El compostaje implica descomponer los desechos orgánicos en suelo rico en nutrientes mediante descomposición aeróbica.

El lombricompostaje implica el uso de lombrices para acelerar el proceso de descomposición, mientras que la digestión anaeróbica implica el uso de microorganismos para descomponer los desechos orgánicos en un ambiente libre de oxígeno.

Es importante eliminar adecuadamente los residuos orgánicos para reducir las emisiones de gases de efecto invernadero y promover la sostenibilidad.

Compostaje

En promedio, aproximadamente la mitad de los residuos que producimos en nuestros hogares consisten en desechos orgánicos, que incluyen restos de frutas y verduras, cáscaras de huevo, hojas secas y otros materiales de origen animal o vegetal. La mitad restante se compone de residuos inorgánicos como poliestireno, plástico, aluminio, textiles sintéticos, baterías, vidrio y otros materiales. Estos últimos residuos ya sabemos cómo tratarlos, pero ¿qué pasa con los residuos orgánicos? Afortunadamente, podemos convertirlo en un fertilizante ecológico para nuestros huertos y plantas, resolviendo efectivamente casi el 50% del problema de desechos de la ciudad.

El compostaje implica la descomposición regulada de la materia orgánica. Esto se hace de una manera que elimina los olores desagradables, disuade a los insectos y previene el crecimiento de patógenos dañinos.

¿Cómo deberíamos hacerlo?

Cogemos una caja de madera, un cubo o cualquier recipiente que tenga agujeros o posibilidad de que entre aire o salga agua sobrante. En él prepararemos una mezcla de residuos orgánicos secos (o ricos en carbono) y residuos orgánicos húmedos (o ricos en nitrógeno). Luego humedecemos la formulación con riego moderado y mezclamos. Tenemos que rotarlo regularmente en el tiempo para que se airee la mezcla y tenemos que regar cuando sea necesario porque los microbios necesitan una buena «receta» de agua (que les damos mediante el riego) y oxígeno para vivir y trabajar (que damos al voltear). Con el tiempo, la materia orgánica se descompone naturalmente y se convierte en nutrientes para plantas y pequeños organismos.
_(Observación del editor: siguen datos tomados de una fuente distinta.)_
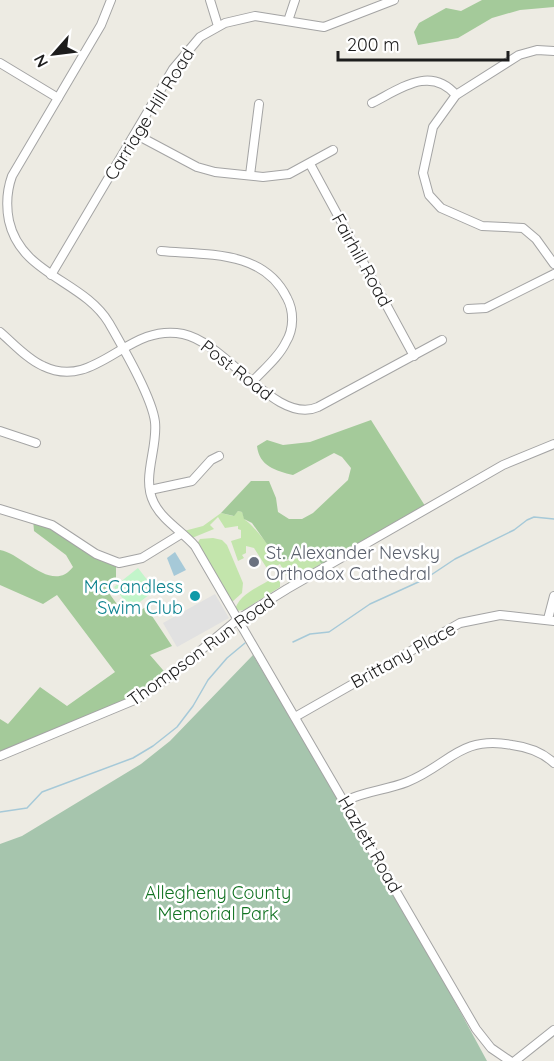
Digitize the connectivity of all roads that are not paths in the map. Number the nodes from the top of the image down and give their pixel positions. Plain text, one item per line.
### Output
1 (111, 0) edge
2 (210, 0) edge
3 (296, 0) edge
4 (394, 0) edge
5 (288, 21) junction
6 (218, 26) junction
7 (554, 51) edge
8 (0, 63) edge
9 (456, 95) junction
10 (58, 98) junction
11 (372, 103) dead end
12 (259, 104) dead end
13 (135, 134) junction
14 (333, 150) dead end
15 (310, 164) junction
16 (250, 175) junction
17 (161, 251) dead end
18 (554, 264) edge
19 (554, 274) edge
20 (51, 275) junction
21 (468, 309) dead end
22 (0, 332) edge
23 (442, 340) dead end
24 (122, 348) junction
25 (414, 356) junction
26 (254, 381) junction
27 (0, 432) edge
28 (36, 443) dead end
29 (554, 444) edge
30 (219, 456) dead end
31 (150, 490) junction
32 (0, 509) edge
33 (181, 534) junction
34 (554, 596) edge
35 (237, 620) junction
36 (551, 620) edge
37 (295, 717) junction
38 (0, 756) edge
39 (554, 763) edge
40 (345, 801) junction
41 (554, 1030) edge
42 (510, 1061) edge
43 (515, 1061) edge

1 - 10 street
2 - 6 street
3 - 5 street
4 - 5 street, Carriage Hill Road
5 - 6 street, Carriage Hill Road
6 - 13 street, Carriage Hill Road
7 - 9 street
8 - 10 street
9 - 11 street
9 - 18 street
10 - 20 street
12 - 16 street
13 - 16 street
13 - 20 street, Carriage Hill Road
14 - 15 street
15 - 16 street
15 - 25 street, Fairhill Road
17 - 26 street
19 - 21 street
20 - 24 street
22 - 24 street, Post Road
23 - 25 street, Post Road
24 - 26 street, Post Road
24 - 31 street
25 - 26 street, Post Road
27 - 28 street
29 - 35 street, Thompson Run Road
30 - 31 street
31 - 33 street, Hazlett Road
32 - 33 street
33 - 35 street, Hazlett Road
34 - 36 street
35 - 37 street, Hazlett Road
35 - 38 street, Thompson Run Road
36 - 37 street, Brittany Place
37 - 40 street, Hazlett Road
39 - 40 street
40 - 42 street, Hazlett Road
41 - 43 street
¿Qué es una mezcla adecuada de residuos orgánicos?

Para la mezcla ponemos primero una capa de residuo seco, luego la misma capa (o puede ser menos) de residuo húmedo. Podemos alternar las capas y luego mezclarlas, añadiendo agua si fuera necesario. ¿Qué son los residuos secos y qué son los residuos húmedos? Húmedos o ricos en nitrógeno: residuos de frutas, verduras, yerba mate, posos de café, etc. Secos o ricos en carbono: hojas secas, papel, ramitas, cartón, heno, serrín, restos de poda, etc.

¿Cómo sabemos si necesitamos agregar agua?

Toma un puñado de la mezcla (usa guantes) y apriétala en tu puño. Si al hacer esto gotea significa que tiene mucha agua, si abrimos el puño y la sustancia se esparce significa que le falta agua. Pero si al apretarlo sale sólo un poco de agua y no se deforma al abrir la mano, entonces la cantidad de agua es suficiente.